▶ [TASK DESCRIPTION]:
Word for word, transcribe all the entries shown below.

*** DATA EXCERPTS ***

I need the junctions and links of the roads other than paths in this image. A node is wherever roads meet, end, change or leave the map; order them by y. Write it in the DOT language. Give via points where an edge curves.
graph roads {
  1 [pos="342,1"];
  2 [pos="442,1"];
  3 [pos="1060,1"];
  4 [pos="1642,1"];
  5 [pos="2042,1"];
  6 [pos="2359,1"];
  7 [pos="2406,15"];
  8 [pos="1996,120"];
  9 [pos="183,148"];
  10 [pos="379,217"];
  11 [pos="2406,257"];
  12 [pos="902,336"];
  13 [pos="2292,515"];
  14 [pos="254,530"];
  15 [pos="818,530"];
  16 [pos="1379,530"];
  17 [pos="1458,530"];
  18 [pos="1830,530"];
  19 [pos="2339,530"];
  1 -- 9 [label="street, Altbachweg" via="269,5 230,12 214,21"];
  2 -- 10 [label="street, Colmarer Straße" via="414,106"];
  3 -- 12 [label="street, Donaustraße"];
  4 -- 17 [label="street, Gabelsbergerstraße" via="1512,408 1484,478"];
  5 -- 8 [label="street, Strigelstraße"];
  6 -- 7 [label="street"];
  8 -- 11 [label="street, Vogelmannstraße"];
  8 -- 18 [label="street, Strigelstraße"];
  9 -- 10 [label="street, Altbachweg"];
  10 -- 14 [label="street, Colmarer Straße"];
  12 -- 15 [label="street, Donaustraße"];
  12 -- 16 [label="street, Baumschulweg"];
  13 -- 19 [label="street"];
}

*** End of DATA EXCERPTS ***

▶ [YOUR RESPONSE]:
I need the junctions and links of the roads other than paths in this image. A node is wherever roads meet, end, change or leave the map; order them by y. Write it in the DOT language. Give via points where an edge curves.
graph roads {
  1 [pos="342,1"];
  2 [pos="442,1"];
  3 [pos="1060,1"];
  4 [pos="1642,1"];
  5 [pos="2042,1"];
  6 [pos="2359,1"];
  7 [pos="2406,15"];
  8 [pos="1996,120"];
  9 [pos="183,148"];
  10 [pos="379,217"];
  11 [pos="2406,257"];
  12 [pos="902,336"];
  13 [pos="2292,515"];
  14 [pos="254,530"];
  15 [pos="818,530"];
  16 [pos="1379,530"];
  17 [pos="1458,530"];
  18 [pos="1830,530"];
  19 [pos="2339,530"];
  1 -- 9 [label="street, Altbachweg" via="269,5 230,12 214,21"];
  2 -- 10 [label="street, Colmarer Straße" via="414,106"];
  3 -- 12 [label="street, Donaustraße"];
  4 -- 17 [label="street, Gabelsbergerstraße" via="1512,408 1484,478"];
  5 -- 8 [label="street, Strigelstraße"];
  6 -- 7 [label="street"];
  8 -- 11 [label="street, Vogelmannstraße"];
  8 -- 18 [label="street, Strigelstraße"];
  9 -- 10 [label="street, Altbachweg"];
  10 -- 14 [label="street, Colmarer Straße"];
  12 -- 15 [label="street, Donaustraße"];
  12 -- 16 [label="street, Baumschulweg"];
  13 -- 19 [label="street"];
}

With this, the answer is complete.